Kubernetes for Scalability and High Availability
Kubernetes is an open source system for deploying, scaling and managing containerized applications automatically. With the help of Kubernetes, we can deploy our applications quickly, scale it according to our requirement without having to stop anything in the process.

Kubernetes(k8s) is a platform for working with containerized workloads and services which gives you the means to do deployments and easy way to scale and also helps in monitoring. It was originally designed by Google but now maintained by the Cloud Native Computing Foundation. Many cloud services offer a Kubernetes based platform or infrastructure on which Kubernetes can be deployed as a platform-providing service. But how can we be sure that Kubernetes stays up and running when a single component or even the entire data center goes down?

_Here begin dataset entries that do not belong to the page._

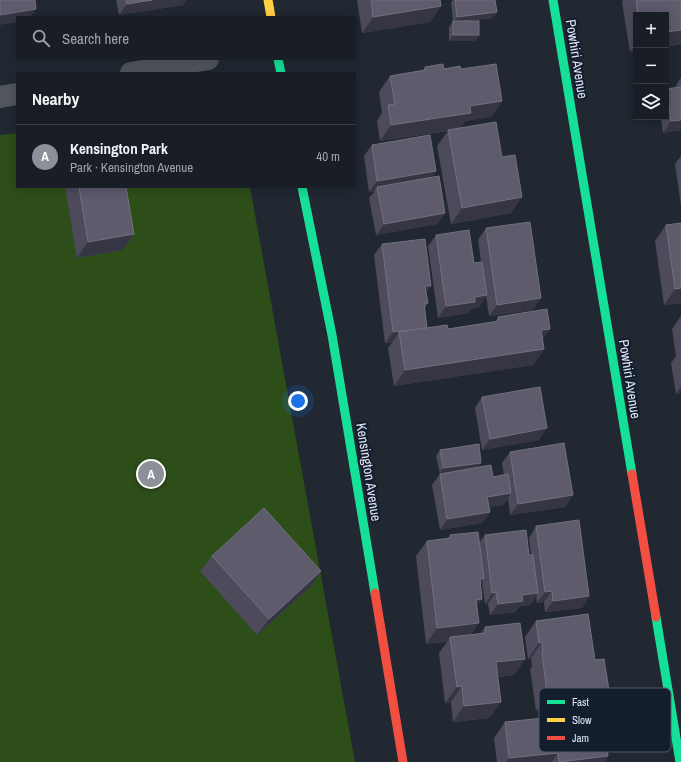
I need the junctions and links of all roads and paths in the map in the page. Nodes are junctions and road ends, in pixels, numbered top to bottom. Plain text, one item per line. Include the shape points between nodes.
1 (268, 0) edge
2 (553, 0) edge
3 (271, 16) edge
4 (202, 60) edge
5 (278, 60) edge
6 (136, 72) edge
7 (281, 72) edge
8 (16, 94) edge
9 (0, 97) edge
10 (302, 188) edge
11 (668, 688) edge
12 (671, 708) edge
13 (403, 762) edge
14 (680, 762) edge

1 - 3 street
2 - 11 street, Powhiri Avenue
4 - 6 street
5 - 7 street
8 - 9 street
10 - 13 street, Kensington Avenue via 332,334
12 - 14 street, Powhiri Avenue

This is when programming for Kubernetes High-Availability comes into action. K8s HA is not only about the firmness of Kubernetes itself but also setting up Kubernetes along with supporting components such as etcd, in such a way that there is no single point of failure, as explained by Kubernetes expert Lucas Käldström.
High availability basically means the elimination of single point of failure in the cluster. When highly available clusters are present, it should have the ability to lose few masters. Suppose there is a normal cluster which has multiple masters, multiple etcd replicas but is still running just one kube-dns. Now if the master running kube-dns fails, the cluster will be experiencing some kind of outage because since all the service discovery queries may not be solved. So, it should be taken into a deeper level and analyze where are the key components that we have in a cluster and then try to eliminate their single points of failure.
Horizontal Pod Autoscaler
Enterprise applications have to be designed upfront for scalability and changes. This has a significant indication for both application architecture and infrastructure. Application architecture is developed gradually from unmanageable monolithic or three-tier patterns to interconnected microservices. Microservices introduce new form factors not only for functionality and team-size but also for the unit of infrastructure. A portable container or a pod often works out as the most appropriate unit of infrastructure for microservices-based architecture. Fortunately, container-based scalable infrastructure is a reality, thanks to the Kubernetes project incepted in and open-sourced by in 2014.
The Horizontal Pod Autoscaler scales the number of pods in a replication controller, deployment or replica set based on observed CPU utilization.
The Horizontal Pod Autoscaler is implemented as a Kubernetes API resource and by a controller. The resource identifies the behavior of the controller. The replicas are adjusted periodically by the controller in a replication controller or deployment to match the average CPU utilization to the target specified by the user.